Most fans are content just to share a few minutes with their favorite artists — for a handshake, photo, autograph, or some combination of the three. But could you imagine spending 48 hours with Dolores and the rest of The Cranberries? That’s what one reporter for the Irish-based Unison news network did late last year in Milan (likely at the same time as the author of the lengthy Sunday Independent article). The author, who is not credited by name, has published a short article about the experience in conjunction with the ongoing Killarney Summerfest, where The Cranberries performed tonight.
The author writes, “Dolores’s vehement denunciations of the world in press interviews circa 1996 that revealed a core of self-loathing have long gone. I hung out with her and Don and the rest of the Cranberries for 48 hours in Milan six months ago and we had an absolute six-bottles-of-red-wine howl. But more important than the vino, the Cranberries on stage earlier that night were mesmeric.”
And as if the two-day-long hang-out session weren’t enough to make you fume with jealousy, the reporter bumped into Dolores again only a little over a week ago at a Bruce Springsteen concert. The writer recounts, “Dolores has no self-censorship and will tell you the first thing that comes into her mind. This is very endearing: most superstars talk in soundbites without saying very much. Once you get Dolores going, she can’t be shut up. I met her at the Bruce Springsteen concert the other week and she talked all the way through the Boss’s three-hour set on everything from supporting the Rolling Stones to Limerick, from her daughter to God, and back again. It was a memorable experience. (And Bruce wasn’t bad either – from the bits I heard.)”
Although the article only contains one short interview bit, there are lots of interesting details to be read — including some more bits about the soldier- kissing that inspired “Linger.” For those without access to Unison.ie, the full article is below:
Cranberries take the rough rock ‘n’ roll with the smooth pop
Sunday June 22nd 2003
POP is about an ephemeral impulse – usually teenage longing. The songs are conceived to be quickly consumed, not analysed like a philosophical tract by Socrates or Goethe.

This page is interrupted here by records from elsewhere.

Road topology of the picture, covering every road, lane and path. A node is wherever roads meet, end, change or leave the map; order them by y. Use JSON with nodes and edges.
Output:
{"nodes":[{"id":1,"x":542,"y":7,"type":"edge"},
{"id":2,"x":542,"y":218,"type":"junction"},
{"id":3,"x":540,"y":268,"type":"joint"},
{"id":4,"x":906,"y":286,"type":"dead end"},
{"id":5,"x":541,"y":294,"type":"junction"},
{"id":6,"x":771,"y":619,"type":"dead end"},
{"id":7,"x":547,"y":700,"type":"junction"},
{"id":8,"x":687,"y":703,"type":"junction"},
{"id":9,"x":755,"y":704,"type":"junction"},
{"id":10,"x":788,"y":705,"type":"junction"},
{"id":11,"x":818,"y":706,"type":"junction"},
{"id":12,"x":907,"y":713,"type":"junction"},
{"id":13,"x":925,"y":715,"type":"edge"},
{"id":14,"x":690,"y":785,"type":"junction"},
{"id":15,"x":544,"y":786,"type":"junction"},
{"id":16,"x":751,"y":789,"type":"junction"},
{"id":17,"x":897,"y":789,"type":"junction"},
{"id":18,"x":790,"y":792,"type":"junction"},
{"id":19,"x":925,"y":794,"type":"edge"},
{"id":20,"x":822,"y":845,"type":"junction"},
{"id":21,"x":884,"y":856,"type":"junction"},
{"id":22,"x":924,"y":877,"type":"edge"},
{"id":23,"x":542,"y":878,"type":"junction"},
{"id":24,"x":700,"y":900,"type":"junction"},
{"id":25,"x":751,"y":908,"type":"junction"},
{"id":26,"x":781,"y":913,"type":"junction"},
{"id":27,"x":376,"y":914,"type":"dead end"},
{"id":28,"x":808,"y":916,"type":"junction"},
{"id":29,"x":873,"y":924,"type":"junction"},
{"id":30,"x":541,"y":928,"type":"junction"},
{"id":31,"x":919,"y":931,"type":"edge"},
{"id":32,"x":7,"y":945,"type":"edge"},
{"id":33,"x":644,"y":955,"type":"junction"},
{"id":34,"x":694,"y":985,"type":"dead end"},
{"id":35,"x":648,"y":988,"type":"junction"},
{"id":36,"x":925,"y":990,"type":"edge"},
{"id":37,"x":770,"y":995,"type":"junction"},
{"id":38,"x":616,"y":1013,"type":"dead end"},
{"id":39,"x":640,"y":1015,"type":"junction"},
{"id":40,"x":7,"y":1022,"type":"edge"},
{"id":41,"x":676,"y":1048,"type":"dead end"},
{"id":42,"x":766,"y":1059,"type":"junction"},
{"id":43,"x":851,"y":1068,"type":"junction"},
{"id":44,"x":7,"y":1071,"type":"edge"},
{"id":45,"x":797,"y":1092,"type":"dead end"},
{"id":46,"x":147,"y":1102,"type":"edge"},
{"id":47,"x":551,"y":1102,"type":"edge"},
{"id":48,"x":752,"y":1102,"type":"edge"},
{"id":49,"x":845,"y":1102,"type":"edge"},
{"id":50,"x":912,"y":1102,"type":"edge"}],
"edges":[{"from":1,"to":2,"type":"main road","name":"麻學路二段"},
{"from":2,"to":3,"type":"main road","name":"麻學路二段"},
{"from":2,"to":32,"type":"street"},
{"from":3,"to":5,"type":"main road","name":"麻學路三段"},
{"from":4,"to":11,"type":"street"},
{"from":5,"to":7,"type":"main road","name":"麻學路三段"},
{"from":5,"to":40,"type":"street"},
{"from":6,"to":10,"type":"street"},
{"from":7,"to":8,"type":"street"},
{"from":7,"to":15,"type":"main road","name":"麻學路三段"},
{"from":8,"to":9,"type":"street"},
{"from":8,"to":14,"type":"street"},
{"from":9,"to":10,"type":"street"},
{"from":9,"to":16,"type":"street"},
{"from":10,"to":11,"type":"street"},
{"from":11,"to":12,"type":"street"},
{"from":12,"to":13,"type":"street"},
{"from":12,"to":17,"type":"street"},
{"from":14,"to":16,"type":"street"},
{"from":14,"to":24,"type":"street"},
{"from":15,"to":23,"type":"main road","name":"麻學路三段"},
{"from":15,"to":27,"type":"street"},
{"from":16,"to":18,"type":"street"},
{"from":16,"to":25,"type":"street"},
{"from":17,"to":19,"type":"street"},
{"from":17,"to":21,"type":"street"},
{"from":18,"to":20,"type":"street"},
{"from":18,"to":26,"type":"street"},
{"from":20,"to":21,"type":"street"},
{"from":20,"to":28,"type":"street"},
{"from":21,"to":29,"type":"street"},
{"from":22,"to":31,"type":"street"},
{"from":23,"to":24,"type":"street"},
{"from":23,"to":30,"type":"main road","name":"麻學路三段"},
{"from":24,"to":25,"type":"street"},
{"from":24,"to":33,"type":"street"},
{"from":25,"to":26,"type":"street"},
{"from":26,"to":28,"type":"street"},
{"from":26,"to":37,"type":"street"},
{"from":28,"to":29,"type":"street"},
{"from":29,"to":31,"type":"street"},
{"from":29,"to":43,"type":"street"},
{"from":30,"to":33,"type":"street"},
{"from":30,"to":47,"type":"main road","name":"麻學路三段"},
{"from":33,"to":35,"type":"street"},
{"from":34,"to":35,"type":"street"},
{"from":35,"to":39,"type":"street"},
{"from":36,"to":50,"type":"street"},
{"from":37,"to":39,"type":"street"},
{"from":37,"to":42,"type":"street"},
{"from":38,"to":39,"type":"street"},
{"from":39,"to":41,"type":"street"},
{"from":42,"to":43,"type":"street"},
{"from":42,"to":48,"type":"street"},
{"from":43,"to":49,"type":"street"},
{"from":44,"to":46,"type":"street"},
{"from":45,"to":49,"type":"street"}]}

Occasionally, however, a truly perfect pop song emerges that transcends time and place and imprints itself indelibly on our consciousness. Though hardly representative of the band’s music at all, Linger by the Cranberries is one such song for me. Written by Dolores O’Riordan and Mike Hogan, it is one of the greatest – and most melancholic – Irish pop songs ever set to vinyl.
From the Limerick group’s debut album Everybody Else Is Doing It, So Why Can’t We? in 1993, Linger features floating strings over a gorgeous orchestration married to Dolores’s funeral-soul dynamics:
“If you, if you could return,” sings Dolores, “don’t let it burn, don’t let it fade. I’m sure I’m not being rude, but’s just your attitude. It’s tearing me apart – it’s ruining everything.” The song was allegedly inspired by Dolores’s first boyfriend, a 17-year-old Irish soldier who wrote her tender love letters from Lebanon after they broke up.

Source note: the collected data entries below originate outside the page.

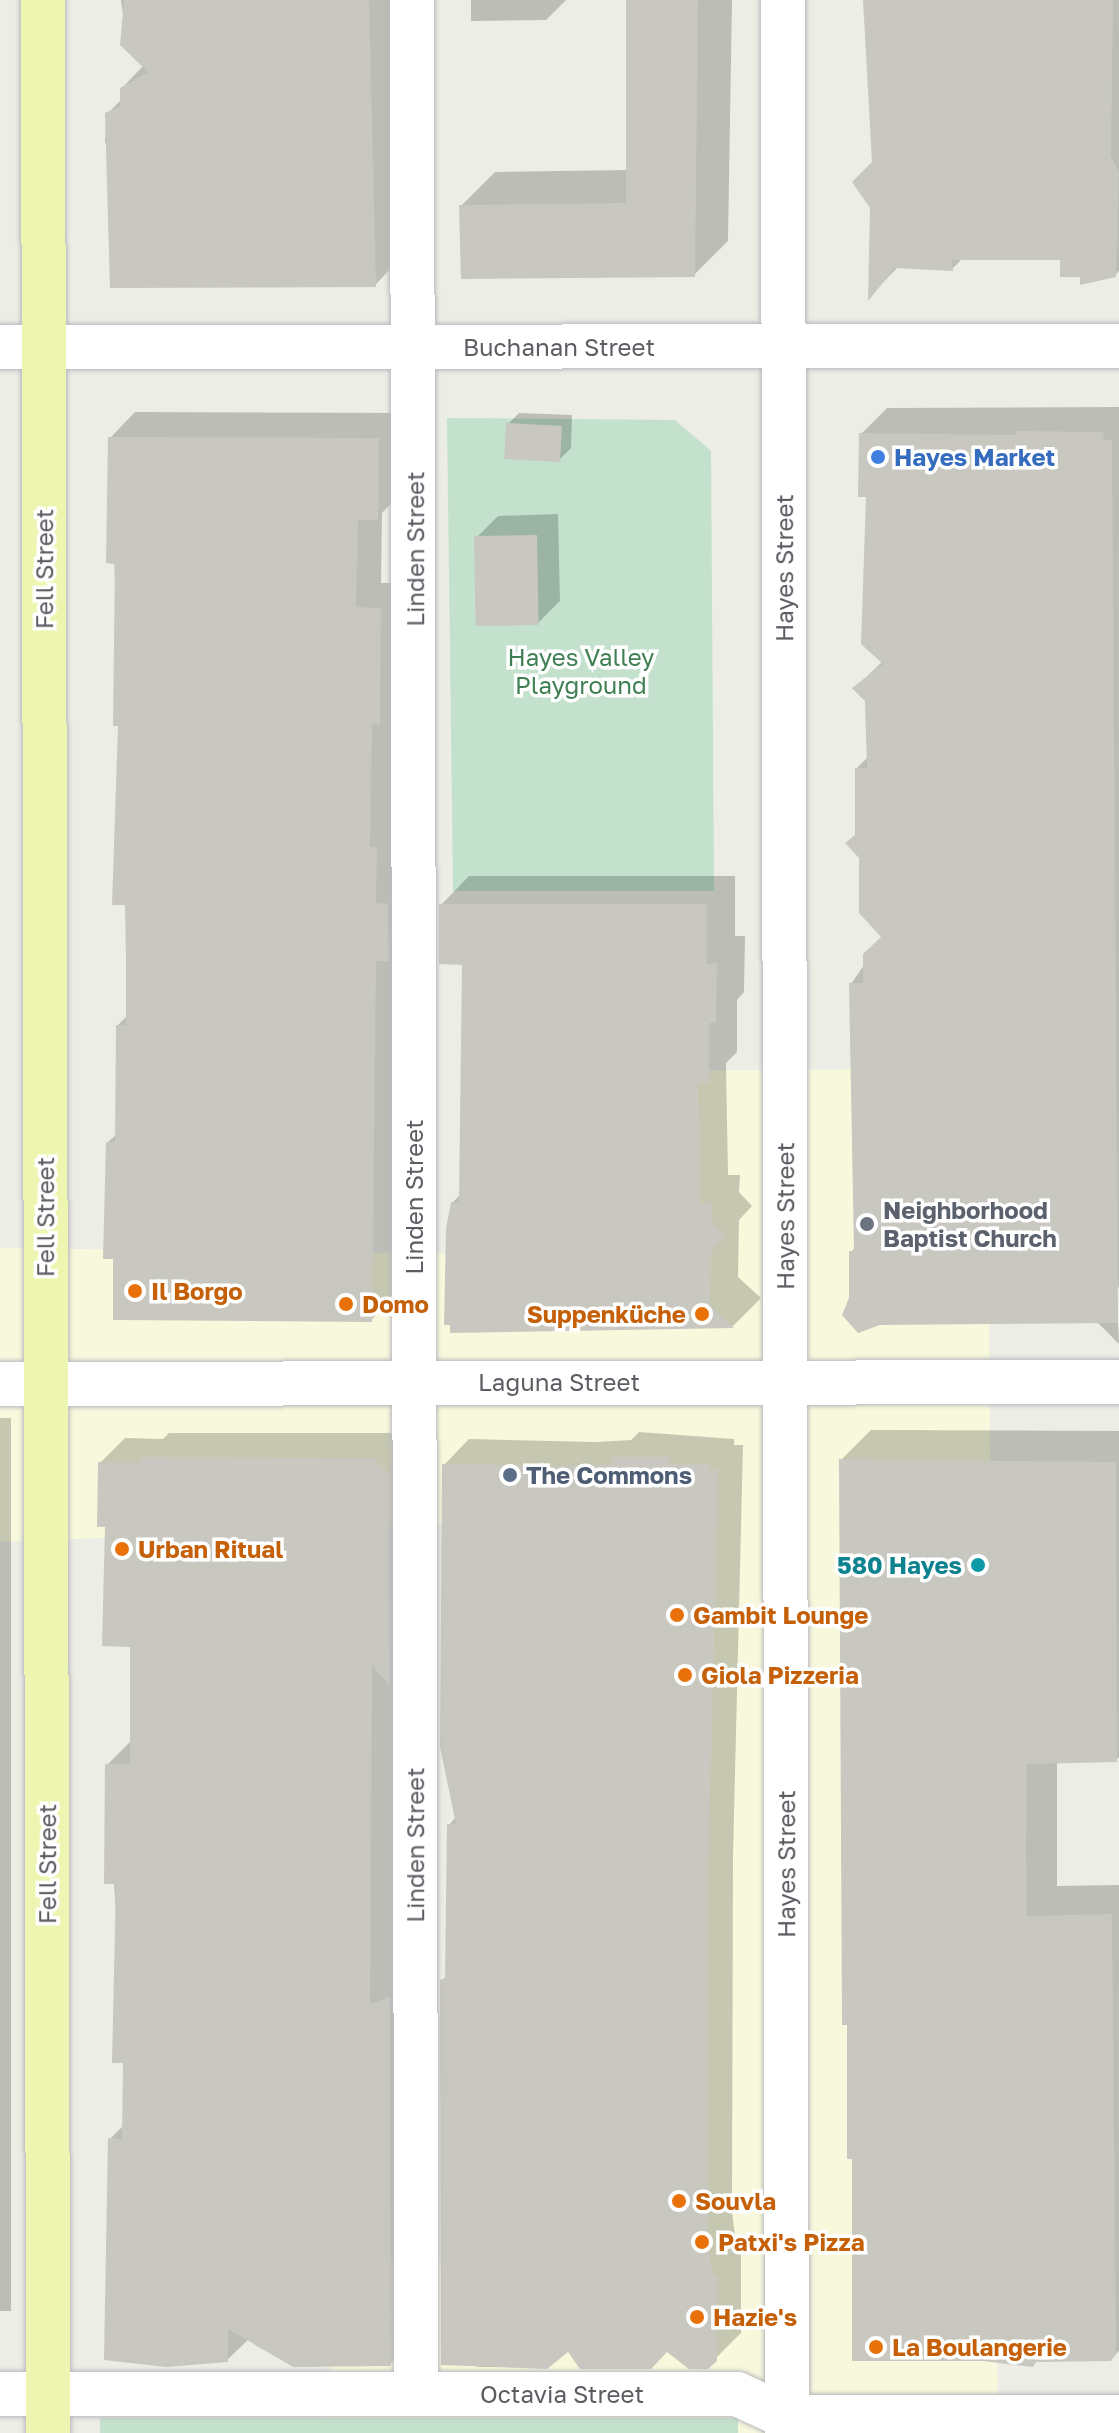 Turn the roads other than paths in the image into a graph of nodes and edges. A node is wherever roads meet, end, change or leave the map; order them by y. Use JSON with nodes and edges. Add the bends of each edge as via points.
{"nodes":[{"id":1,"x":43,"y":0,"type":"edge"},
{"id":2,"x":412,"y":0,"type":"edge"},
{"id":3,"x":783,"y":0,"type":"edge"},
{"id":4,"x":1119,"y":346,"type":"edge"},
{"id":5,"x":0,"y":347,"type":"edge"},
{"id":6,"x":414,"y":347,"type":"junction"},
{"id":7,"x":784,"y":347,"type":"junction"},
{"id":8,"x":43,"y":348,"type":"junction"},
{"id":9,"x":786,"y":1382,"type":"junction"},
{"id":10,"x":1119,"y":1382,"type":"edge"},
{"id":11,"x":415,"y":1383,"type":"junction"},
{"id":12,"x":0,"y":1384,"type":"edge"},
{"id":13,"x":46,"y":1384,"type":"junction"},
{"id":14,"x":0,"y":2394,"type":"edge"},
{"id":15,"x":416,"y":2394,"type":"junction"},
{"id":16,"x":48,"y":2414,"type":"edge"},
{"id":17,"x":1119,"y":2417,"type":"edge"},
{"id":18,"x":787,"y":2425,"type":"edge"}],
"edges":[{"from":1,"to":8,"type":"main road","name":"Fell Street"},
{"from":2,"to":6,"type":"street","name":"Linden Street"},
{"from":3,"to":7,"type":"street","name":"Hayes Street"},
{"from":4,"to":7,"type":"street","name":"Buchanan Street"},
{"from":5,"to":8,"type":"street","name":"Buchanan Street"},
{"from":6,"to":7,"type":"street","name":"Buchanan Street"},
{"from":6,"to":8,"type":"street","name":"Buchanan Street"},
{"from":6,"to":11,"type":"street","name":"Linden Street"},
{"from":7,"to":9,"type":"street","name":"Hayes Street"},
{"from":8,"to":13,"type":"main road","name":"Fell Street"},
{"from":9,"to":10,"type":"street","name":"Laguna Street"},
{"from":9,"to":11,"type":"street","name":"Laguna Street"},
{"from":9,"to":18,"type":"street","name":"Hayes Street"},
{"from":11,"to":13,"type":"street","name":"Laguna Street"},
{"from":11,"to":15,"type":"street","name":"Linden Street"},
{"from":12,"to":13,"type":"street","name":"Laguna Street"},
{"from":13,"to":16,"type":"main road","name":"Fell Street"},
{"from":14,"to":16,"type":"street","name":"Octavia Street"},
{"from":15,"to":16,"type":"street","name":"Octavia Street"},
{"from":15,"to":18,"type":"street","name":"Octavia Street","via":[[737,2394]]},
{"from":17,"to":18,"type":"street","name":"Octavia Street"}]}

Sadly, there was a lot more pain involved when Dolores wrote Zombie, in response to the IRA bomb in Warrington. She can vividly remember seeing one of the devastated mothers of the boys who were killed on television.
Dolores felt sad for her that she’d carried him for nine months and then some “prick, some airhead who thought he was making a point, did that”. Like Sinead before her, you have to admire Dolores’s outspoken character.
Still, the Dolores I know is also a gentle, sweet, intuitive, neo-spiritual person with a sense of otherness about her (and a particularly filthy sense of humour).
In 2000, Dolores was walking through the trees near where she lives in Kilmallock, pushing her newborn daughter Molly in her pram. She can recall having an epiphany that literally rushed out of her. She felt like she was the one in the pram and her own mother was standing over her. She raced back to the house with the song that had just entered her head. Within an hour, she had created Perfect Day on the piano.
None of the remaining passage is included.